Controlled pacing through multiple electrodes can treat these
conditions. The cardiac stimulator and multiple electrode lead
described herein can deliver effective therapy for alleviating
congestive heart failure.
[0073] Sweet-spot pacing involves the determination of the optimal
stimulating location within the heart chamber. As described above,
the optimum electrode may be determined at the time of
implantation. After implantation, similar search algorithms may be
used either through the cardiac stimulator 12 or with the
programmer 100 to confirm or modify the selection of the optimum
electrode, as conditions change over time. Current pulse generators
stimulate from an electro-physiologically arbitrary point
determined by implant technique. Stimulation at a conventionally
implanted electrode may produce a wave front similar to that
illustrated in FIG. 18. Like the ectopic wave of FIG. 17, the wave
front propagates across the heart in a less natural manner. Longer
intervals between sensed events and an extended QRS signature may
be due to the fact that the wave front follows cellular conduction
rather than the faster Purkinje fibers. Where the optimum electrode
has been identified, as described above, pacing at the optimum
electrode may produce the more natural and efficient contraction
illustrated in FIG. 19.
[0074] In patients whose natural conduction system is insufficient,
sequential pulse train pacing may be used to improve cardiac
performance. This kind of pacing is illustrated in FIG. 20.
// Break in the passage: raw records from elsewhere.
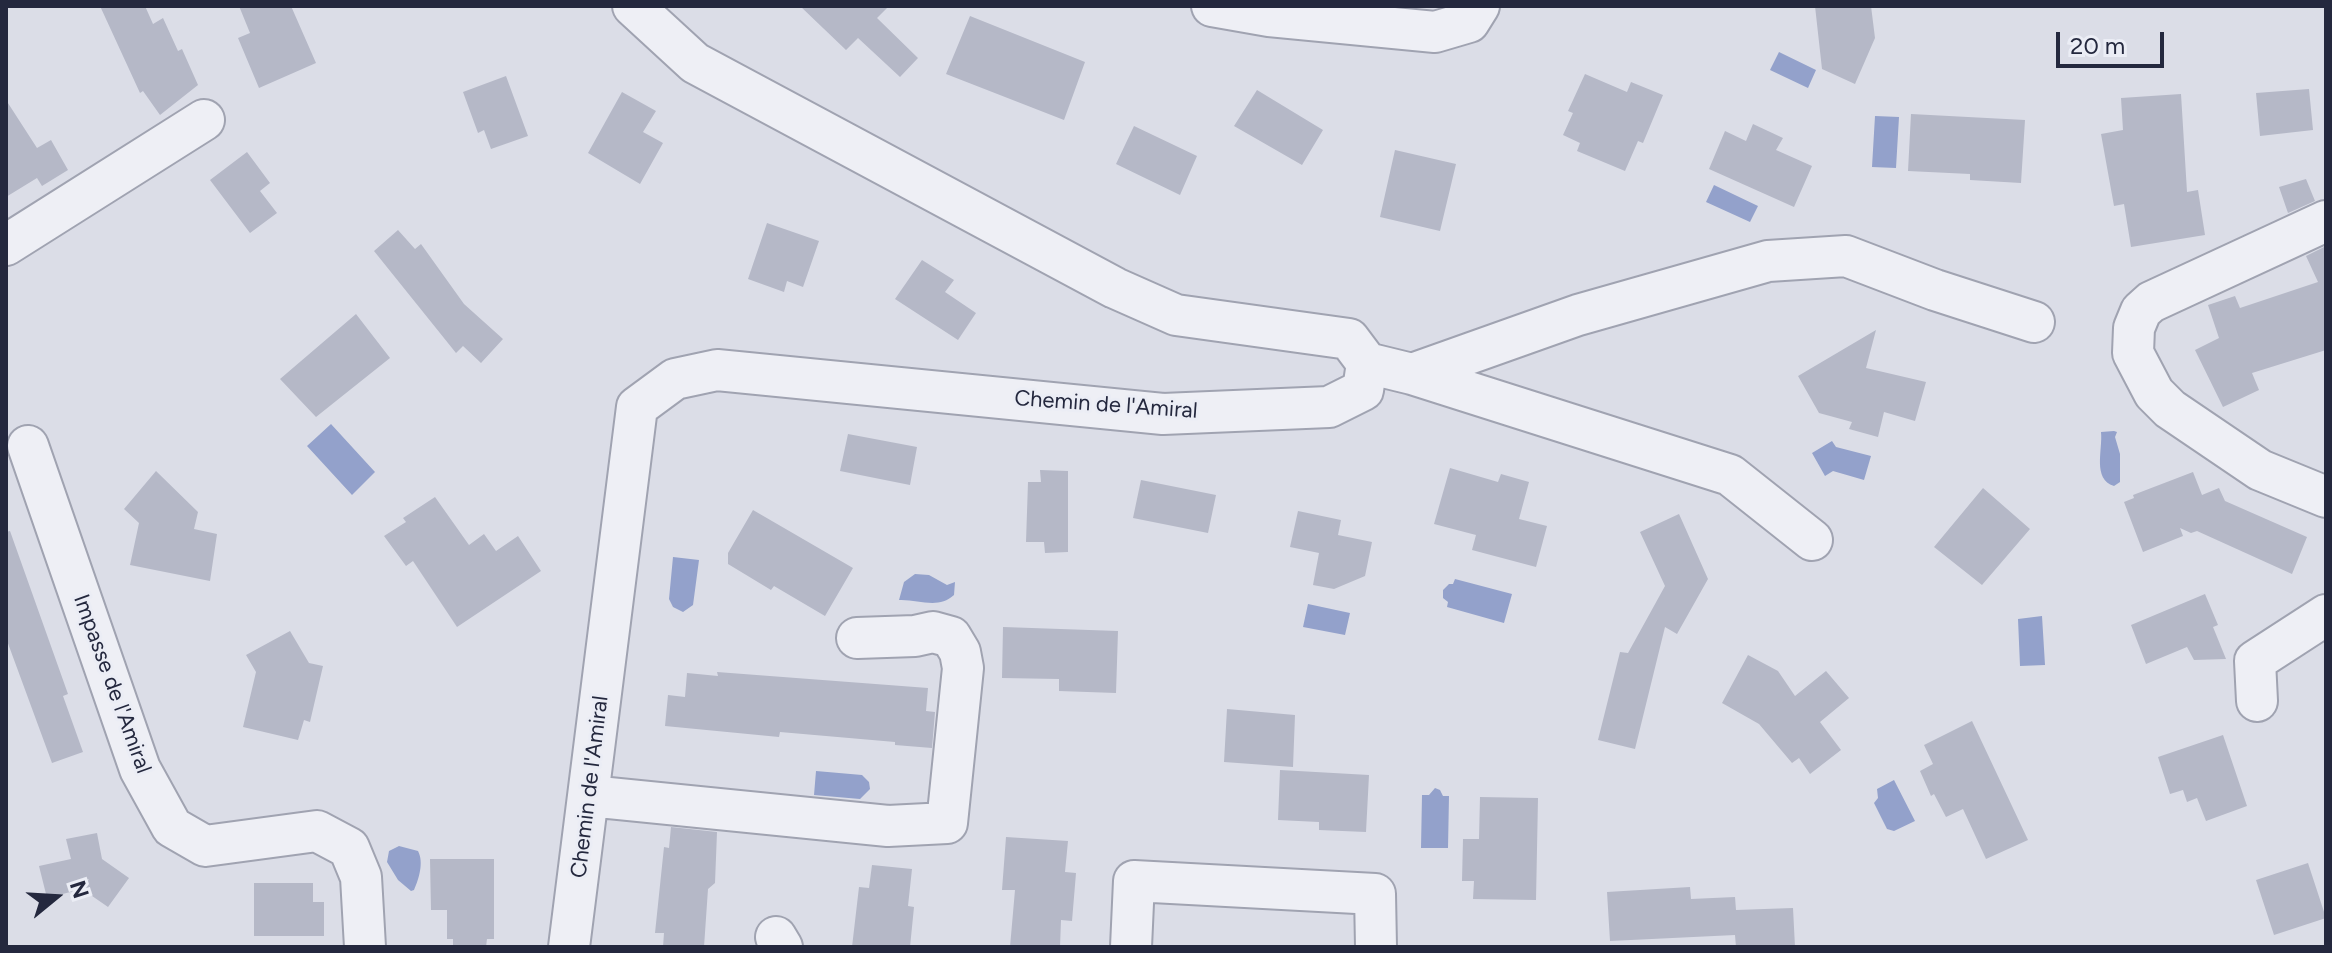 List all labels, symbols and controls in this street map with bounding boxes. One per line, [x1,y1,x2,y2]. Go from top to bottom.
scale bar [2060,16,2168,66]
text: 20 m [2070,31,2125,60]
street label: Chemin de l'Amiral [1014,385,1198,425]
street label: Impasse de l'Amiral [67,591,157,777]
street label: Chemin de l'Amiral [566,694,614,880]
north arrow [16,857,96,937]
text: N [64,877,95,902]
Following the pattern of a normal wave front, FIG. 16, a train of
pulses proceeds through the electrodes in an order and at time
delays that track the path of the normal wave front. The
contraction of the heart is rendered more efficient, allowing the
heart to accomplish its task with less effort, thereby allowing the
symptoms of Congestive heart failure to be alleviated. It is not
always necessary to pace at each electrode in the series. Because
the apparatus provides for sensing at each of the electrodes as
well as pacing, the heart may be paced at a given electrode only if
the wave front does not reach that electrode within the delay time
set in the ordered pair associated with that electrode. As pointed
out above, the ordered pairs may be adjusted by a physician to
improve the efficiency of the contraction and set a desired
template for the wave front. The apparatus would then stimulate the
heart at one or more electrodes to bring the actual action of the
heart into conformity with the template, as far as possible.
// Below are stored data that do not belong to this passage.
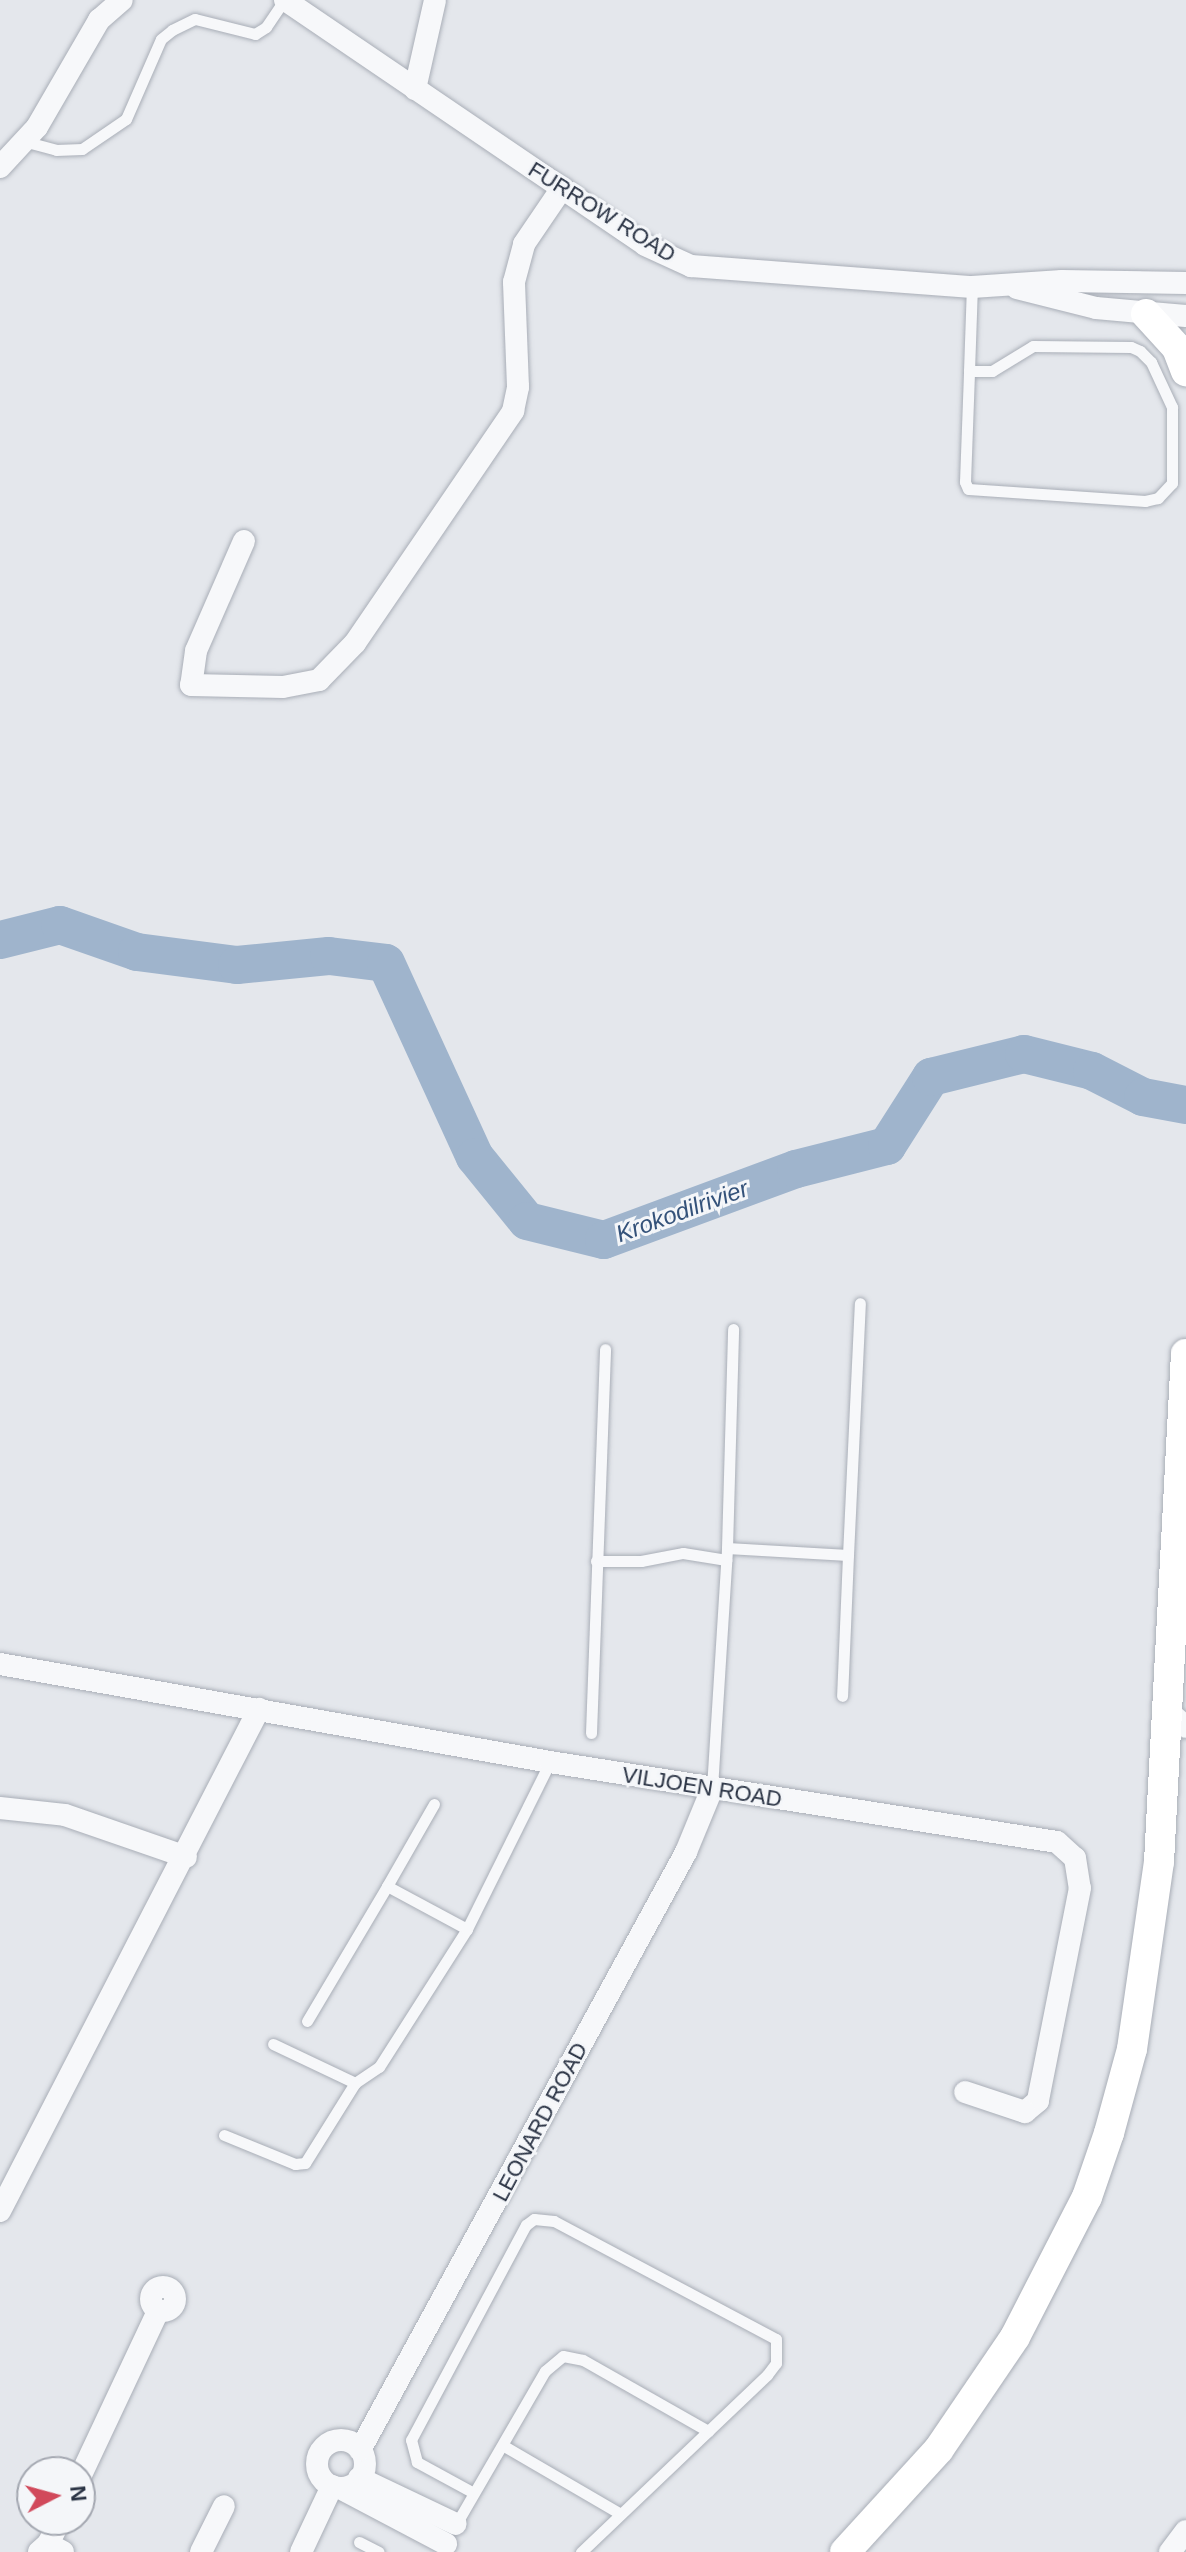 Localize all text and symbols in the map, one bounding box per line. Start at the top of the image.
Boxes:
street label: FURROW ROAD [523,156,681,268]
water label: Krokodilrivier [612,1174,752,1248]
street label: VILJOEN ROAD [620,1761,784,1813]
street label: LEONARD ROAD [487,2038,593,2206]
north arrow [16,2456,96,2536]
text: N [65,2484,92,2503]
[0075] An important aspect of this invention comprises modifying
the intrinsic ventricular cardiac activation sequence and
generating simultaneous or near simultaneous pacing pulses to the
septum or the right ventricular outflow tract during ventricular
systole in order to improve left ventricular cardiac efficiency and
reduce mitral regurgitation in patients with dilated
cardiomyopathy. It is asserted that specialized stimulation from
the right side of the heart can so improve left side performance
that left ventricular output can be improved. Cardiac remodeling
may also take place. One source of left ventricular inefficiency
may be increased mitral valve regurgitation. A second source may be
increased septal motion. In the weakened heart, the right and left
ventricles may become dysynchronus. In the healthy heart, the
septal wall remains relatively straight, balanced between pressures
of the contracting right ventricle and the contracting left
ventricle. In the ailing heart, the right ventricle may first push
the septum into the left ventricle and the left ventricle,
contracting later, may then push the septum back into the right
ventricle. The septum oscillates back and forth and the energy of
the heart is used up in this motion, rather than in pushing blood
out of the heart and through the circulatory system. Both sources
of left ventricular inefficiency may be treated by appropriate
stimulation to contract or stiffen heart muscles. Stimulation
through at least one and preferably two or more electrodes lying
along the septal wall in the right ventricle may so stiffen the
septum that flutter or oscillation is reduced and cardiac
performance is improved. Similarly, stimulation through at least
one electrode in or near the right ventricular outflow tract may
propagate into the base of the left ventricle, stiffening the
muscular structures around the mitral valve and increasing left
ventricular output. Achieving these results requires selecting an
electrode or set of electrodes from a set of electrodes located
along the right ventricular septal wall and extending into the
right ventricular outflow tract. Preferably the lead 14 is deployed
in the right ventricle as shown in FIG. 11. Preferably sufficient
electrodes are disposed along the septal wall a sufficient
probability of stimulating the heart at an effective region within
a selected period of time. The selected period of time is believed
to be the first 20% of right ventricular contraction time, more
preferably 10% or less of the right ventricular contraction time.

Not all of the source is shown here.